Starring; Patricia Arquette & Gabriel Byrne
Director: Rupert Wainwright

Lights flash, water drips, doves flutter, statues cry blood, and one by one Arquette is inflicted by the wounds of Christ. That's about all anyone needs to know about Stigmata, yet another attempt to spook audiences by exposing them to eerie images of religious anomaly, with the fate of humanity ambiguously in the balance. What better actor to navigate this dark landscape than Byrne, who seems to lurk in the shadows of one spiritually skewed flick after another. Byrne plays the investigator-priest sent all over the planet to debunk Virgin Mary sightings and other claims that henpeck the Catholic Church, here corruptly embodied by Jonathan Pryce's power-hungry Cardinal Houseman. Watching him scurry to squelch evidence of Christ's true gospel, among the many absurdities the lazy script asks viewers to swallow, one wonders why Pryce agreed to play such a caricature in piffle like this.

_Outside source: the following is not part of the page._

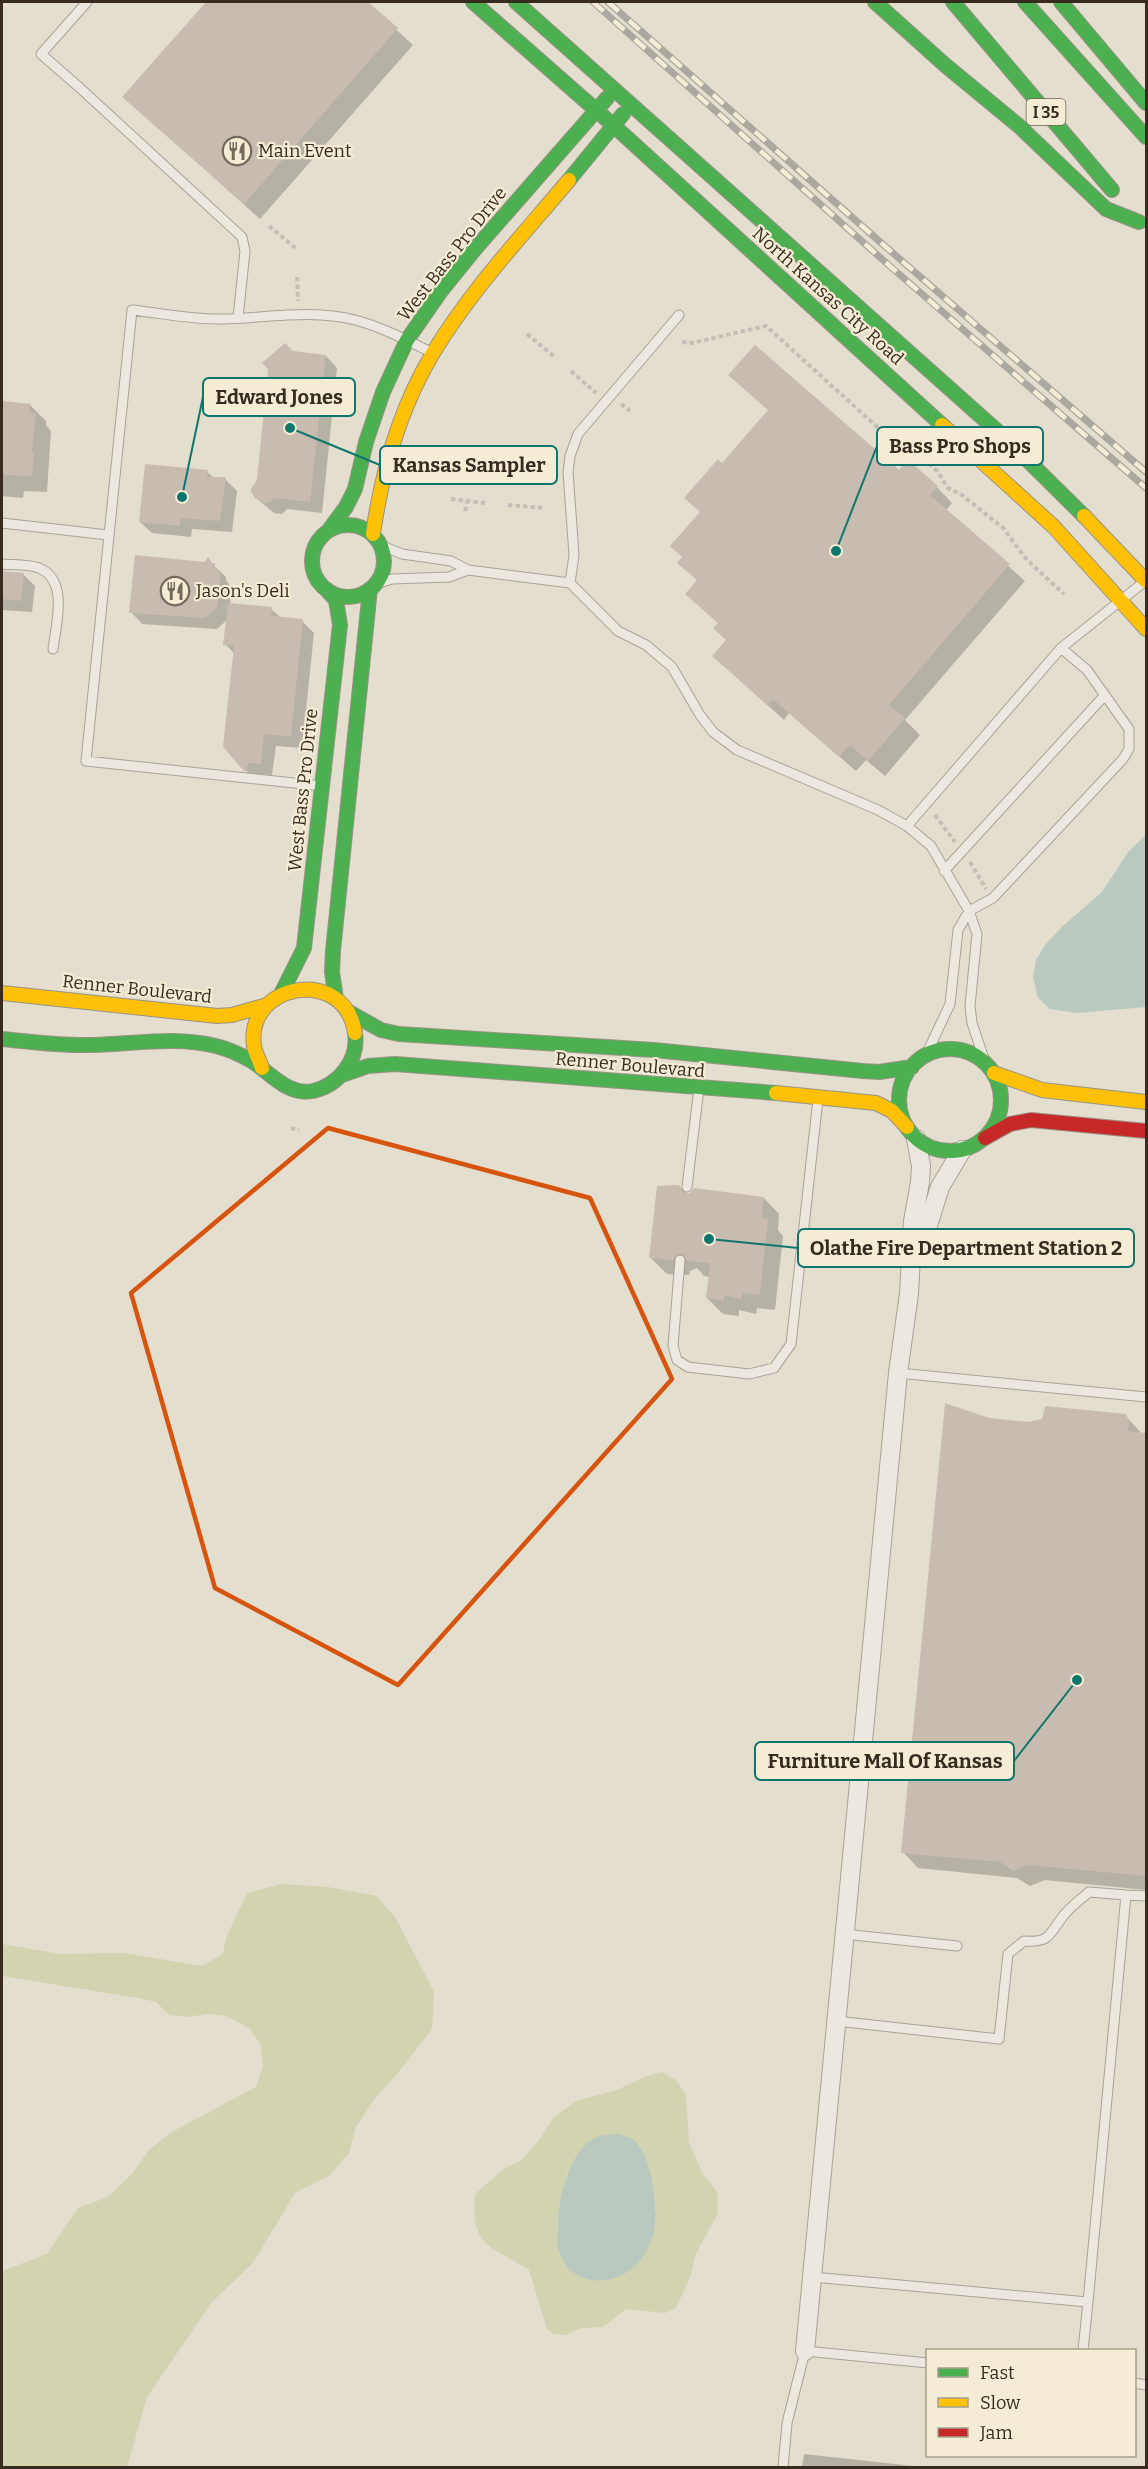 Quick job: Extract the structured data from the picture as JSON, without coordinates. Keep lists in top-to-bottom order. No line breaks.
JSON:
{"streets":{"main road":["I 35","West Bass Pro Drive","North Kansas City Road","Renner Boulevard"]},"crossings":[["West Bass Pro Drive","North Kansas City Road"],["West Bass Pro Drive","Renner Boulevard"]],"places":{"restaurant":["Main Event","Jason's Deli"],"other":["Kansas Sampler","Edward Jones","Bass Pro Shops","Olathe Fire Department Station 2","Furniture Mall Of Kansas"]},"legend":["Fast","Slow","Jam"]}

It may provide a cool, cheap thrill to hear a guttural male voice speaking Italian from Arquette's lips, and it may be superficially chilling to see her scrawl chapter and verse in an ancient language her goth Pittsburgh hairstylist couldn't possibly understand. But for a genuinely disquieting experience, it's probably better to stick to the inspiration for Stigmata and a dozen other such knockoffs: 1973's The Exorcist. (102 mins.)